As researchers, certainly one of the biggest fails that we aim to avoid, is to present findings that are unfair, partial or influenced by the wrong input or factors.
However, when we aren’t mindful of conducting research from a neutral standpoint, it can be easy to fall into that trap of getting results that aren’t 100% authentic.
So, what exactly would be construed as bias?
Simply put, it is when a researcher heavily influences the results of a study in favour of a particular outcome. This can include picking research respondents that would give the desired answers for a study, or if research tools are merely picked for convenience and not for valid outcomes,
Let’s take a look at some of the scenarios where bias could slip in.
Face to face research can often be influenced by bias, and when respondents simply agree with certain questions as they perceive it as fact or simply as a case of agreement, results can be skewed in favour of the interviewers own possible perception of the research topic.
Also, if a researcher is posing leading questions where those being interviewed will likely be inspired to agree with a statement, the research could prove to not be based on facts.
Bias is, however, not just limited to off-line interviews. Using limited number of sources of information could mean that findings are based on only selected data with limited scope.
Considering all these factors, how can one ensure that bias is eradicated when undertaking research?

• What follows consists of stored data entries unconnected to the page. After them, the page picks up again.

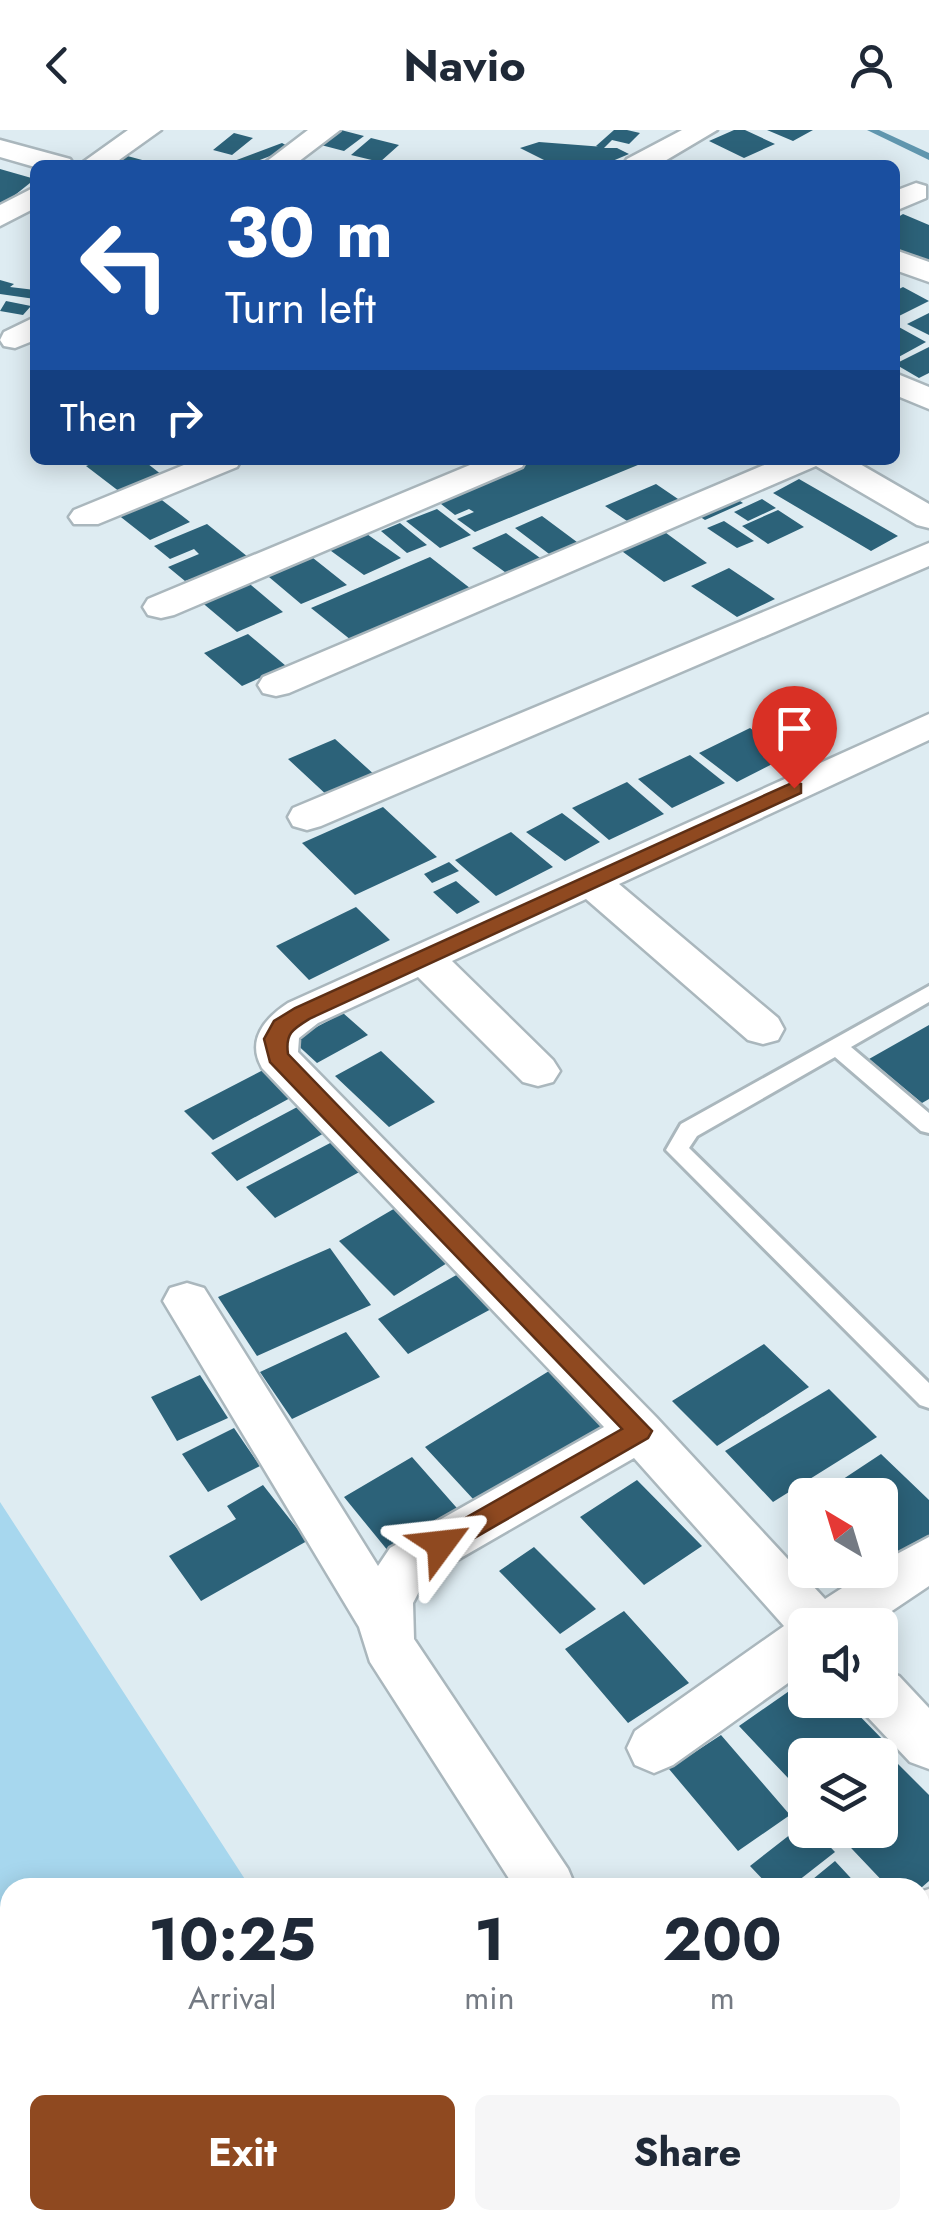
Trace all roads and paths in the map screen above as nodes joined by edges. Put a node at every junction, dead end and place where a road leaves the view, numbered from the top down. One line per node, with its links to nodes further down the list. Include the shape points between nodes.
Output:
1 (147, 130): 6 (street)
2 (326, 130): 7 (street)
3 (694, 131): 8 (street)
4 (0, 148): 5 (street)
5 (42, 160)
6 (100, 160)
7 (283, 160)
8 (645, 160)
9 (30, 199): 10 (street)
10 (0, 218)
11 (900, 261): 12 (street)
12 (929, 273)
13 (900, 385): 14 (street)
14 (929, 399)
15 (213, 465): 19 (street)
16 (498, 465): 22 (street)
17 (792, 465): 23 (street)
18 (838, 465): 20 (street)
19 (86, 517)
20 (929, 518)
21 (929, 553): 25 (street)
22 (160, 607)
23 (276, 685)
24 (929, 726): 26 (street)
25 (307, 817)
26 (591, 882): 27 (street); 29 (street)
27 (422, 956): 31 (street); 35 (street, via 281,1026 277,1057)
28 (929, 994): 30 (lane)
29 (763, 1029)
30 (836, 1046): 32 (lane); 34 (lane, via 689,1130 677,1150)
31 (538, 1071)
32 (929, 1125)
33 (187, 1301): 39 (street)
34 (929, 1398)
35 (640, 1431): 37 (street); 39 (street, via 408,1564 391,1585)
36 (929, 1559): 38 (street)
37 (801, 1608)
38 (854, 1608)
39 (382, 1618): 44 (street, via 390,1646)
40 (788, 1653): 43 (street)
41 (898, 1712): 42 (street)
42 (929, 1746)
43 (654, 1748)
44 (541, 1878)

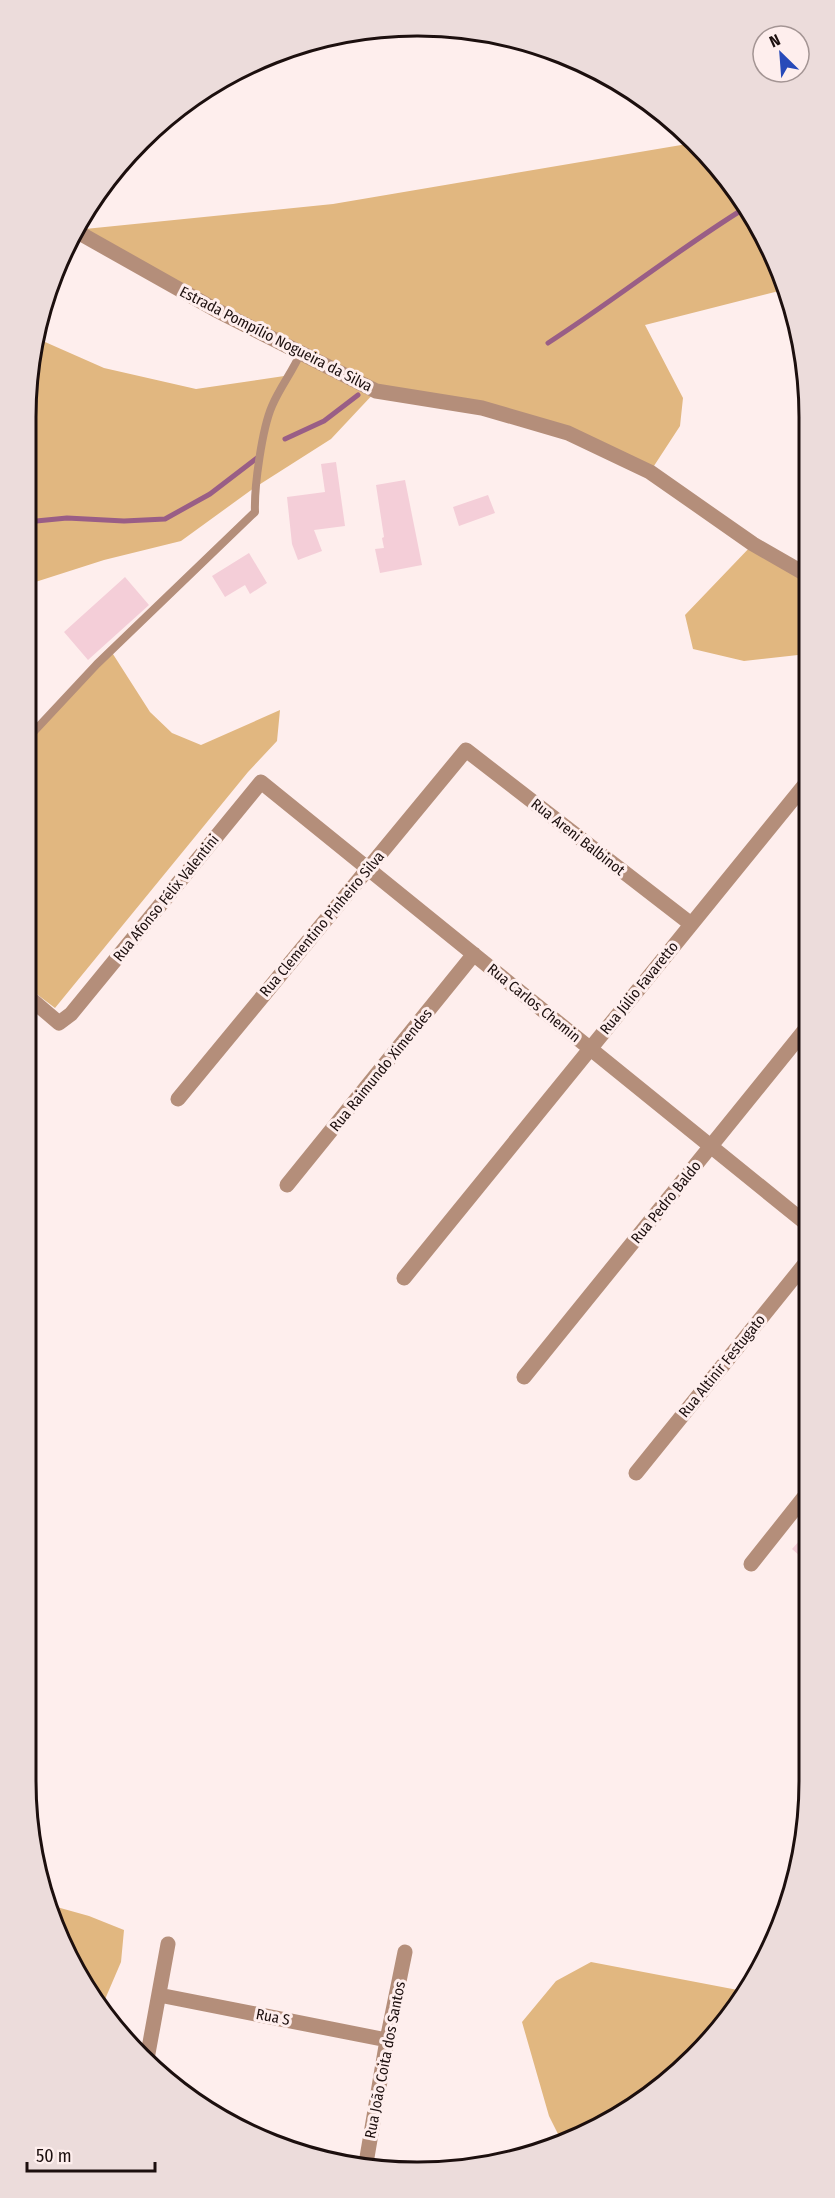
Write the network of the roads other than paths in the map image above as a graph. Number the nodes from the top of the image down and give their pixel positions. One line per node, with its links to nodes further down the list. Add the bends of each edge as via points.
1 (83, 235): 2 (street, Estrada Pompílio Nogueira da Silva, via 216,310)
2 (301, 352): 3 (street, Estrada Pompílio Nogueira da Silva, via 376,392 482,408 568,433 650,472 753,544); 4 (lane, via 272,406 254,488 255,512 97,664)
3 (799, 570)
4 (36, 729)
5 (466, 750): 8 (street, Rua Clementino Pinheiro Silva); 9 (street, Rua Areni Balbinot)
6 (261, 782): 8 (street, Rua Carlos Chemin); 11 (street, Rua Afonso Félix Valentini, via 71,1014 59,1023)
7 (799, 792): 9 (street, Rua Júlio Favaretto)
8 (368, 869): 10 (street, Rua Carlos Chemin); 14 (street, Rua Clementino Pinheiro Silva)
9 (690, 924): 13 (street, Rua Júlio Favaretto)
10 (474, 954): 13 (street, Rua Carlos Chemin); 16 (street, Rua Raimundo Ximendes)
11 (36, 1003)
12 (799, 1037): 15 (street, Rua Pedro Baldo)
13 (590, 1048): 15 (street, Rua Carlos Chemin); 19 (street, Rua Júlio Favaretto)
14 (178, 1099)
15 (711, 1146): 17 (street, Rua Carlos Chemin); 20 (street, Rua Pedro Baldo)
16 (287, 1185)
17 (799, 1217)
18 (799, 1271): 21 (street, Rua Altinir Festugato)
19 (404, 1278)
20 (524, 1377)
21 (636, 1473)
22 (799, 1504): 23 (street)
23 (751, 1564)
24 (168, 1944): 26 (street)
25 (405, 1952): 27 (street, Rua João Coita dos Santos)
26 (159, 1995): 27 (street, Rua S); 28 (street)
27 (387, 2040): 29 (street, Rua João Coita dos Santos)
28 (149, 2051)
29 (366, 2159)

Here are some tips to keep in mind.
First and foremost, take stock of the research questions that you are posing in off-line data gathering. Is there room for your respondents to voice their own opinions, and not merely just reflect your own?
Second, remain neutral when approaching your research subject. Gather and summarise as many sources as possible, and review your findings consistently to ensure you have enough information to validate your research points.
Be mindful of the research methods that you use as well: do not simply follow a quantitative or qualitative route simply for the convenience thereof!
Lastly, make relevant information source part of your scope of work. To successfully ensure this, you need to be clear not just on your research topic, but also the goals of your findings and which questions you need to answer to ensure your research has been successful.
Keep your research guides towards true, unbiased findings, and make having a neutral approach to gathering information part of the process. When you take yourself out of the occasion and focus on concrete evidence and facts, you are sure to achieve a true picture of the answer that your research has to answer.